What configuration parameters are required to connect the plugin to a directory server?

Four parameters are required: the LDAP URI (ldapuri), the bind user Distinguished Name (binddn), the bind password (bindpass), and the base Distinguished Name (basedn). These can be supplied through a dedicated configuration file, ldap.conf for the LDAP plugin and msad.conf for the MSAD plugin, or inline on the Plugin= line in the Fileset definition.

How does Accurate mode detect deleted LDAP objects?

Accurate mode compares the live directory state against the Bacula Catalog at the time of each backup. When an object exists in the Catalog from a previous job but is no longer present in the live directory, the plugin records it as deleted. This catches deletions that occur between scheduled backup runs, which timestamp-based detection would miss.

What replace options are available during an LDAP or AD restore?

Four replace modes are available for this: always, never, ifnewer, and ifolder. Always overwrites the existing object unconditionally. Never skips the object if it already exists. Ifnewer restores only if the backed-up object is more recent than the live one. Ifolder restores only if the backed-up object is older. The mode is selected during the bconsole restore command and can be changed before the job runs.

Can the LDAP plugin back up directories other than Microsoft Active Directory?

Yes. The LDAP plugin works with any directory server that speaks the LDAP protocol, including OpenLDAP, Novell/SUSE eDirectory, and DS389. The MSAD plugin is the one specific to Microsoft Active Directory. For directory servers other than OpenLDAP, the plugin should be tested before use in production.

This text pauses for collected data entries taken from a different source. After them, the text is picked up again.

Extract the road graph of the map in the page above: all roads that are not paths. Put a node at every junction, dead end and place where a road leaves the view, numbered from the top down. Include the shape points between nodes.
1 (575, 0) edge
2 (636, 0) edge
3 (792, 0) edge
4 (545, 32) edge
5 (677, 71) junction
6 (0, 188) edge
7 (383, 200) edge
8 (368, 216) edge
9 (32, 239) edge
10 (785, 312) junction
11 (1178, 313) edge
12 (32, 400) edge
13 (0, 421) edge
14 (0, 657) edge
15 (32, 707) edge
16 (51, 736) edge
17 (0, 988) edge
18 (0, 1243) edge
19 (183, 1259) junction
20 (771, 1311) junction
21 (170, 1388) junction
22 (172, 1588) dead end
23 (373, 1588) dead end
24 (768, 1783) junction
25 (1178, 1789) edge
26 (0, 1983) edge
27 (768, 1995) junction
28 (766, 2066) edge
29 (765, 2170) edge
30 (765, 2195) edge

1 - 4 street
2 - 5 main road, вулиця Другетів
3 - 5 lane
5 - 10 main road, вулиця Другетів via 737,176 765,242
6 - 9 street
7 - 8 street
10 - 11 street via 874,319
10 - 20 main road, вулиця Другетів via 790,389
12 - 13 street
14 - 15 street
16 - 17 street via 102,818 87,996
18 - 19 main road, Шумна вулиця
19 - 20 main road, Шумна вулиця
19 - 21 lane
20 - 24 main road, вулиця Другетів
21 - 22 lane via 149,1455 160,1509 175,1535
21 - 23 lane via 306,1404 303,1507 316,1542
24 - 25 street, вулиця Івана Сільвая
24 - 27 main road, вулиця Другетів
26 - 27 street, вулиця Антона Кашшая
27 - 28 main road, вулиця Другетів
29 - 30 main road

Why does the MSAD plugin run on Linux while backing up a Windows Active Directory server?

The MSAD plugin installs on a Linux File Daemon and connects to the Active Directory server over the network utilising the LDAP protocol. Nothing is installed on the domain controller itself.

How does the MSAD plugin handle Active Directory tombstone recovery?

When you restore a deleted AD object, the MSAD plugin automatically checks whether a tombstone exists for that object. If one is found, the plugin recovers the object from its tombstone and restores the remaining attributes from the backup. This returns system attributes like SID and objectGUID, which cannot be recovered through other restore methods. Tombstone recovery runs automatically and cannot be disabled.

What Active Directory versions does the MSAD plugin support?

The MSAD plugin supports Microsoft Active Directory from Windows Server 2003 onward, including current and future Windows Server versions.

Can individual user accounts or group objects be restored without rolling back the entire Active Directory?

Yes. The MSAD plugin saves every AD object as its own catalog item. You restore a single user account, group, or organizational unit directly to the live AD server without affecting any other object in the directory. Rolling back the entire directory is no longer required and is not performed.

Can the MSAD plugin restore to a different Active Directory server than the one it backed up from?

Yes. The restore options interface, accessible via option 13 in the bconsole restore command, accepts a different ldapuri and binddn at restore time. This redirects the restore to a different server without changing the original plugin configuration.

What happens if a restored AD object’s userAccountControl attribute cannot be written?

The MSAD plugin checks whether the restore user has permission to write userAccountControl during the restore job. When permission is insufficient, the attribute is restored with default flags, which leaves the account in a disabled state. The plugin records the outcome in the job log so the administrator knows immediately that a permissions fix is needed.

How are full, differential, and incremental backups handled for Active Directory environments?

The MSAD plugin supports all three backup levels. A Full backup captures every object in the directory subtree from the configured BASEDN. An Incremental job captures objects modified since the last backup of any level. A Differential job captures objects modified since the last Full backup. Object modification times are recorded in the Bacula Catalog and used to determine what each subsequent job needs to capture.